Architetto Libeskind, il Museo ebraico di Berlino ha attirato migliaia di visitatori da tutto il mondo ancor prima della sua apertura come museo nel senso tradizionale del termine. La gente arrivava per visitare l’edificio e rimaneva sedotta dai suoi percorsi e dalle emozioni che emanavano. Quasi che l’architettura fosse sufficiente, da sola, a raccontare la memoria. Com’è potuto accadere?
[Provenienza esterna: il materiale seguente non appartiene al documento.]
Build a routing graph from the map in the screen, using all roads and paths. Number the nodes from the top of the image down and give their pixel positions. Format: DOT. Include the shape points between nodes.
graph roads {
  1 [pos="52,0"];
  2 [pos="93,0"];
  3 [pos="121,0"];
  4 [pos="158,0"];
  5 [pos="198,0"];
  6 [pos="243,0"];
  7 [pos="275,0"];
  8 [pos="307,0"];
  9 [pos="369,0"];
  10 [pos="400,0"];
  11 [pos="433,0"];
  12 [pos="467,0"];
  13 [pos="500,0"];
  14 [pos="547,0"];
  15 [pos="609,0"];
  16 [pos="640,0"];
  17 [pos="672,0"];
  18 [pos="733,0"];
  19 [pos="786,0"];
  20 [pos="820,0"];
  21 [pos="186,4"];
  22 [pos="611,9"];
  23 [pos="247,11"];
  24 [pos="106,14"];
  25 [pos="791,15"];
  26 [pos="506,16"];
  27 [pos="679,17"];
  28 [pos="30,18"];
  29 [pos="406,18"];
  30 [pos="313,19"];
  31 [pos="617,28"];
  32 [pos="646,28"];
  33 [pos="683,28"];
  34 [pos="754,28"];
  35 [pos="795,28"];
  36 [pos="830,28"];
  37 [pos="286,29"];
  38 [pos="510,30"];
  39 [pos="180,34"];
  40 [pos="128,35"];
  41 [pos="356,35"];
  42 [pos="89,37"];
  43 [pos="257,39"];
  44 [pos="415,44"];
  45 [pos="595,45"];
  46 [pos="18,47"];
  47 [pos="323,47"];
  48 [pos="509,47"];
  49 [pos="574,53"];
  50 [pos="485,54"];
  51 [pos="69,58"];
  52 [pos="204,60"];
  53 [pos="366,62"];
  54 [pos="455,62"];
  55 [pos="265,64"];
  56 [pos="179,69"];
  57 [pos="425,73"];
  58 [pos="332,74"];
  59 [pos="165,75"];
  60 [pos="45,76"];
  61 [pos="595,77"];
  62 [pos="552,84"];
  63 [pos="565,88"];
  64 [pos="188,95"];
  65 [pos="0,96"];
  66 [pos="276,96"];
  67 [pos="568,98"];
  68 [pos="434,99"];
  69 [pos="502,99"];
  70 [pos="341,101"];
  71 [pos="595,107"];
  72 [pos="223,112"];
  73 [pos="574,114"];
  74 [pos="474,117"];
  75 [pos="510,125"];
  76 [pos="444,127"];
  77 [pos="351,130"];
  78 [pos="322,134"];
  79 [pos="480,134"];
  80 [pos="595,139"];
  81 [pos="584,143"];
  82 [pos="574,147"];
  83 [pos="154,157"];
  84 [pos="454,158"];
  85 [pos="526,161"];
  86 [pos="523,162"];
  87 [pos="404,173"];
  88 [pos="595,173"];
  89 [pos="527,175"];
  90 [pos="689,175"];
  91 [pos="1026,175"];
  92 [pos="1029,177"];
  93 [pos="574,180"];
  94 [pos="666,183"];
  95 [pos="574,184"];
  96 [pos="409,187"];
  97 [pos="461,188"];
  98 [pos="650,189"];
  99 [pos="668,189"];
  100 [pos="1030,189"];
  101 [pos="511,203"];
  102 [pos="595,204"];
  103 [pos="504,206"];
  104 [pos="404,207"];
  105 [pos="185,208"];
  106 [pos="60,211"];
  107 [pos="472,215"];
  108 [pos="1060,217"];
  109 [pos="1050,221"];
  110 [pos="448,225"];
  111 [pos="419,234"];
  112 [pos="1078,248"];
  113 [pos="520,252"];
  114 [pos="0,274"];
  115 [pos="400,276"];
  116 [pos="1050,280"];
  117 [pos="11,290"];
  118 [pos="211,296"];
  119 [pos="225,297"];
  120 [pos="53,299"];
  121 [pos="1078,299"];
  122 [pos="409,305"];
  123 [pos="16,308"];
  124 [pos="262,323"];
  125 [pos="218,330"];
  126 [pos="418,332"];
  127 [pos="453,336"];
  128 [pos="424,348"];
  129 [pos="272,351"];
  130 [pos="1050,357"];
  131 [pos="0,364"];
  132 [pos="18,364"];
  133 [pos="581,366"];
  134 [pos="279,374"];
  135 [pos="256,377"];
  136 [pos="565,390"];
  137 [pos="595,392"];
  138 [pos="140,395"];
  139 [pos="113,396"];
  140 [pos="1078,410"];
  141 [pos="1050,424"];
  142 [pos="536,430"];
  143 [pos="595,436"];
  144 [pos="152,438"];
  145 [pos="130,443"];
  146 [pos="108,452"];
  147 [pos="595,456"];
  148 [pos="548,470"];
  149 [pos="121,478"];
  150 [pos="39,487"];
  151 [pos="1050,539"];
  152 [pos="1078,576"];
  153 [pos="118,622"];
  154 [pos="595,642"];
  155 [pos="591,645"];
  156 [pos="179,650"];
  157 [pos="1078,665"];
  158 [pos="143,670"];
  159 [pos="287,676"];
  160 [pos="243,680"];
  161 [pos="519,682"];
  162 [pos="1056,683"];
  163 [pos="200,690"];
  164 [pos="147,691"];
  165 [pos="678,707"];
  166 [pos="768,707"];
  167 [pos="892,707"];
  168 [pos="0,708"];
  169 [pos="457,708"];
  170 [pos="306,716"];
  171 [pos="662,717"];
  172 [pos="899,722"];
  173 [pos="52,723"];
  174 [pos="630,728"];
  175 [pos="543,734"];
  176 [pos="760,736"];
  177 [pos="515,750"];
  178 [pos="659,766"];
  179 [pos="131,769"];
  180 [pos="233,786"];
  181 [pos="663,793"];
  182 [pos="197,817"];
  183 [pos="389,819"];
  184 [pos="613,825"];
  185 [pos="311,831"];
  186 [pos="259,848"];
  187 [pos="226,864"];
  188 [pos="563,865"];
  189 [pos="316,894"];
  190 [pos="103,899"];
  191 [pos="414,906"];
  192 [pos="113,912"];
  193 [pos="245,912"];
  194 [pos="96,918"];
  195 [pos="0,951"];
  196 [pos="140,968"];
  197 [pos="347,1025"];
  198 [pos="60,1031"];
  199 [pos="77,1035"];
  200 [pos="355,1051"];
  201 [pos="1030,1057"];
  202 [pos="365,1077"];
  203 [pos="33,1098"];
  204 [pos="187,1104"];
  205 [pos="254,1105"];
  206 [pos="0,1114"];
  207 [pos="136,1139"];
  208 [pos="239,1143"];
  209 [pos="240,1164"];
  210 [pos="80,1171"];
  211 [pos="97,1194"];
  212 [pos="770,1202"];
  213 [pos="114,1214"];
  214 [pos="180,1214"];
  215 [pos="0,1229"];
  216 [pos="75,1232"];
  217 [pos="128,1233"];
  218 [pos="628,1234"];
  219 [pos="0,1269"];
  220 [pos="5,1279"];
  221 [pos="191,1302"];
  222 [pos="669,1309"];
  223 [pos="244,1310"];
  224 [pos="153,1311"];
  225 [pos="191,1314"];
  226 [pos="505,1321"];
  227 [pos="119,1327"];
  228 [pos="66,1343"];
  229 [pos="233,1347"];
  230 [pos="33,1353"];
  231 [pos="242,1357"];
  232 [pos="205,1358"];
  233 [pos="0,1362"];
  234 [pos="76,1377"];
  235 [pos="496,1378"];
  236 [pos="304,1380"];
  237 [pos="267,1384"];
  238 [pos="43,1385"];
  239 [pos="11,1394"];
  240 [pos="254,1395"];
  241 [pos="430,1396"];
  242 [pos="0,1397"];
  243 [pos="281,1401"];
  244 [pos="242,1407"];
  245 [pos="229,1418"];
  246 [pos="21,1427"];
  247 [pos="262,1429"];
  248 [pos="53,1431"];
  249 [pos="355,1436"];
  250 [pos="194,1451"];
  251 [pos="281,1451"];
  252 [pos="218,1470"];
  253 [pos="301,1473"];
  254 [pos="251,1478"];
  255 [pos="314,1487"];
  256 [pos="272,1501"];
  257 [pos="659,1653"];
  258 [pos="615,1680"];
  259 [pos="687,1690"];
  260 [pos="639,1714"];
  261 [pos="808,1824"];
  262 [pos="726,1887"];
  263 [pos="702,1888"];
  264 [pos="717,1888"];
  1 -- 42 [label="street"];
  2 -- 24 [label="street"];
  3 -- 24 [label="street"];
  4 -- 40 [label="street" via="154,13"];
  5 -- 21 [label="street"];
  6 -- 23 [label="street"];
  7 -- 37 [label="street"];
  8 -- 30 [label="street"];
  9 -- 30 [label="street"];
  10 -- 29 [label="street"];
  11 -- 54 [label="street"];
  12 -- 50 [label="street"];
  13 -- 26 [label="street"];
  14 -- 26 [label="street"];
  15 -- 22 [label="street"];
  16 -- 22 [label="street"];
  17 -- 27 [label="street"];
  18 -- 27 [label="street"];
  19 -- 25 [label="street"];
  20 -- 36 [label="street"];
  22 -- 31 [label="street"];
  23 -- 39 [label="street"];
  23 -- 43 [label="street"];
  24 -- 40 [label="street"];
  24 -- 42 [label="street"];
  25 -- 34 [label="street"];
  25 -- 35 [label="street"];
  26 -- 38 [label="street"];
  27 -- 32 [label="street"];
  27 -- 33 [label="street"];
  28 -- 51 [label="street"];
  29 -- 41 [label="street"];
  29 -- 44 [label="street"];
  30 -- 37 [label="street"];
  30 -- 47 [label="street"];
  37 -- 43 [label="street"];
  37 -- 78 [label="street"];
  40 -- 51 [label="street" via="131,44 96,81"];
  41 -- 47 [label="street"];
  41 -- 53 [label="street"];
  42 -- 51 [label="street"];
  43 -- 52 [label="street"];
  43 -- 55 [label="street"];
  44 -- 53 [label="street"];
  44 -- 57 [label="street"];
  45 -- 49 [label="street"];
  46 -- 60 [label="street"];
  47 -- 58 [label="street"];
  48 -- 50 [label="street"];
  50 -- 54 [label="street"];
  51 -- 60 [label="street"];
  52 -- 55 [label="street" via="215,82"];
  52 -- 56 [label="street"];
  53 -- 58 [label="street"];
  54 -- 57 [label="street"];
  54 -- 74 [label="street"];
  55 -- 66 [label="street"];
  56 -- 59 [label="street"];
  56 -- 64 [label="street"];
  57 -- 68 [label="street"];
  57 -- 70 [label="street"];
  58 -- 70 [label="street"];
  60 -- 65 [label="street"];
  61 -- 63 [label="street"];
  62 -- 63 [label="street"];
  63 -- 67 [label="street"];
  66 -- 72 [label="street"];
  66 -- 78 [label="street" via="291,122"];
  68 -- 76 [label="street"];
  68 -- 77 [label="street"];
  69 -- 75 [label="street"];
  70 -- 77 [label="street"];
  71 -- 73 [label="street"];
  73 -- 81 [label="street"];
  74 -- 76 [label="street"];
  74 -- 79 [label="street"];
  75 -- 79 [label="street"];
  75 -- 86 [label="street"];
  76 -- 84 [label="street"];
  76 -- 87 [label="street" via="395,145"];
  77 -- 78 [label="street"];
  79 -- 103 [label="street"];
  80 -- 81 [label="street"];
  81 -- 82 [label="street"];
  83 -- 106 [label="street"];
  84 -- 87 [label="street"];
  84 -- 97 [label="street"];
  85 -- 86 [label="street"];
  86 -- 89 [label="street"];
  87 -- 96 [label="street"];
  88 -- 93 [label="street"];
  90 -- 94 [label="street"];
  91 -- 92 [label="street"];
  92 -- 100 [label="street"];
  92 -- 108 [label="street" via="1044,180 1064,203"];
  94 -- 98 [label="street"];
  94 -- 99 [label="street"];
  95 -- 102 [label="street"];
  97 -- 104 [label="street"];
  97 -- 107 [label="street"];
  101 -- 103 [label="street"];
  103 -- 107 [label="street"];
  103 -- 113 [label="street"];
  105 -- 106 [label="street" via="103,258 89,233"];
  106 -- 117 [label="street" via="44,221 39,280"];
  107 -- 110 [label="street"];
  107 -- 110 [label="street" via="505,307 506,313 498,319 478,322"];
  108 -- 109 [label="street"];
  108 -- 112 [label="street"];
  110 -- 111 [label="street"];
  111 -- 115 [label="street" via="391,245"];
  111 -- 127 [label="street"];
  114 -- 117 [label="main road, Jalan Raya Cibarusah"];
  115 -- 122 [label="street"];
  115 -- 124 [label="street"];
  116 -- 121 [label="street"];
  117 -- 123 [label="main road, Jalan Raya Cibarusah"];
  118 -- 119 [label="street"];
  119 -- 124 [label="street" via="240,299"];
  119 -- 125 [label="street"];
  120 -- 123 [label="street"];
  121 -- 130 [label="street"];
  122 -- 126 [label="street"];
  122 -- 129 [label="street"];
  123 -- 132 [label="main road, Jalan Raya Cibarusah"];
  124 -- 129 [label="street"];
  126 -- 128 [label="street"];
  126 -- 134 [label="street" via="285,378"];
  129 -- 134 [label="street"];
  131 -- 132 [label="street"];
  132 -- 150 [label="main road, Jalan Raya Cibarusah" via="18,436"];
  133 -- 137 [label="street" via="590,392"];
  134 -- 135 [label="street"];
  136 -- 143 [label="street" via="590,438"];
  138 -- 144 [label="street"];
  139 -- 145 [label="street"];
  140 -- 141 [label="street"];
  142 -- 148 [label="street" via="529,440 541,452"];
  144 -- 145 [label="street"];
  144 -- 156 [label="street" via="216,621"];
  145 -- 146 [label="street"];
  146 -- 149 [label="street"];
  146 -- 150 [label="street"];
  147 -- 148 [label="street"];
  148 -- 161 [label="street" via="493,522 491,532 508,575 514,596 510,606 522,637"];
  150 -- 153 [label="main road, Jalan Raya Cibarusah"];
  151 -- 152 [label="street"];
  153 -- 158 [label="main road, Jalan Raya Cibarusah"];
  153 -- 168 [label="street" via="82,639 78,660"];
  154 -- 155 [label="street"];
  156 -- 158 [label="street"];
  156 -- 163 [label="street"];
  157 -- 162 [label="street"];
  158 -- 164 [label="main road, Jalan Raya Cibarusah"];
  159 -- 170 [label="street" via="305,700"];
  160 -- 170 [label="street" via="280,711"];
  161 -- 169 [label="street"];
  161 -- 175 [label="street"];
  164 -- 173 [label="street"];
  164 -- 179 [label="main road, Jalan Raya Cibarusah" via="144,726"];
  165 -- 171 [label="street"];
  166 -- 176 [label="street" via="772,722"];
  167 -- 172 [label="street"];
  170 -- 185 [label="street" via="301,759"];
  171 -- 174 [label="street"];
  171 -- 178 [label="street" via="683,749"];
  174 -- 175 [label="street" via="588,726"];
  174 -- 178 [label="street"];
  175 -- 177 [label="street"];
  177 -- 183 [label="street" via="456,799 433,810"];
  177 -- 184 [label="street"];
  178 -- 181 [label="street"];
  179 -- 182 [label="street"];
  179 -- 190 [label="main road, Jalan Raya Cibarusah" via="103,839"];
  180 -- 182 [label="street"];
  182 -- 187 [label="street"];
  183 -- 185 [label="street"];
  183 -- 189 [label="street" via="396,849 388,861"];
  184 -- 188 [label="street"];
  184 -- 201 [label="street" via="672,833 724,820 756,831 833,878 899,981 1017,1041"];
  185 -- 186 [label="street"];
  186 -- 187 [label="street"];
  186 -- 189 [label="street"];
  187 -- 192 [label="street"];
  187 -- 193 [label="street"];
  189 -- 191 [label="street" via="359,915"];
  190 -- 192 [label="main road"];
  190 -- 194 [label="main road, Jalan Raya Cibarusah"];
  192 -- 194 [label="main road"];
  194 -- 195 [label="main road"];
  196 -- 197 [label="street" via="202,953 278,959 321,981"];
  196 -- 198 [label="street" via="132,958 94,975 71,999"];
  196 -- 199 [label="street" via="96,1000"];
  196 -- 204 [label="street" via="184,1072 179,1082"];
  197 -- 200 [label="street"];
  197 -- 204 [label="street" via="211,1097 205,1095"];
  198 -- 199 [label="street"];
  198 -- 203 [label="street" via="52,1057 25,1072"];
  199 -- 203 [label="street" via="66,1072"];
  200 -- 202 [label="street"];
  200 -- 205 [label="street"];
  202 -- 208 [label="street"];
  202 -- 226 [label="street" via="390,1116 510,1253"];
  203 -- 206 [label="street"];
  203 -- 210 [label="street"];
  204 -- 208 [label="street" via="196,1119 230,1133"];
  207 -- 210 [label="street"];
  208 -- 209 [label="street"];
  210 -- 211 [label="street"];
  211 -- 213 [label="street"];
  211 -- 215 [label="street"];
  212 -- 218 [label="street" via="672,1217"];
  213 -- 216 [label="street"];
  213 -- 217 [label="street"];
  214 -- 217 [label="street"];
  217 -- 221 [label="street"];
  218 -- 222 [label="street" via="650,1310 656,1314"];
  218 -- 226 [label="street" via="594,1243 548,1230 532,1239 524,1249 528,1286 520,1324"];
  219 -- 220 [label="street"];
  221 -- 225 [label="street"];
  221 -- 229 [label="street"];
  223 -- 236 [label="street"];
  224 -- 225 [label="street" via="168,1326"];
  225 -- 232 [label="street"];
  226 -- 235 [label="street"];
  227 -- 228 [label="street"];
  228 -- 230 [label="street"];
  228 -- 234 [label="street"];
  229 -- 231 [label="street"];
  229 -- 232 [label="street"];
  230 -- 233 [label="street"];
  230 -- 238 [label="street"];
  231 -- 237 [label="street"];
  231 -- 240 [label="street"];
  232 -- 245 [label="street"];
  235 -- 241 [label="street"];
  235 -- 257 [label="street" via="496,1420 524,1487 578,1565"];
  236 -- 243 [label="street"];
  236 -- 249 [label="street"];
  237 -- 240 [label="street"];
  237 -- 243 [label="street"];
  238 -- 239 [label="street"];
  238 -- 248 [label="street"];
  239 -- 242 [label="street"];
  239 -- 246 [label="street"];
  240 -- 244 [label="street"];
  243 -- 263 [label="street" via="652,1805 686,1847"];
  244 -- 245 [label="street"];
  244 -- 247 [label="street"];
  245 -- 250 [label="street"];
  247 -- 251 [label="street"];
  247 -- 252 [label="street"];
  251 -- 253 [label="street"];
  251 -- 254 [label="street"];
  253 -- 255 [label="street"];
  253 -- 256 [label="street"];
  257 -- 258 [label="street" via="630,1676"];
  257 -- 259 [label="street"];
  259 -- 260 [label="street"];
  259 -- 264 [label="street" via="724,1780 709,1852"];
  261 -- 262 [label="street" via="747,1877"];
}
Il Museo di Berlino intreccia due edifici, uno storico e l’altro di nuova realizzazione. E questo è stato uno dei primi elementi da tenere in considerazione perché ha consentito molte soluzioni innovative. L’obiettivo era quello di creare un edificio rivoluzionario: quel museo non doveva e non poteva essere paragonabile ad altre strutture analoghe, penso ad esempio a Yad Vashem o all’Holocaust Memorial Museum di Washington. Doveva essere un museo tedesco e doveva sorgere a Berlino, una città contemporanea che si stava sviluppando con rapidità incredibile. Per questo ho scelto di usare un linguaggio non sentimentale o nostalgico ma di descrivere il significato di quanto era accaduto con altri accenti.
Un fatto didattico?
Non proprio. Si trattava piuttosto di evocare e rendere visibile la complessità della storia e di trasmettere una nozione civica della memoria, di costruire una sensibilità rispetto al passato e al futuro: se non sappiamo dove siamo stati non capiremo mai neppure dove stiamo andando. E l’architettura, non dimentichiamolo, è un’arte e in quanto tale può suscitare pensieri ed emozioni di grande profondità.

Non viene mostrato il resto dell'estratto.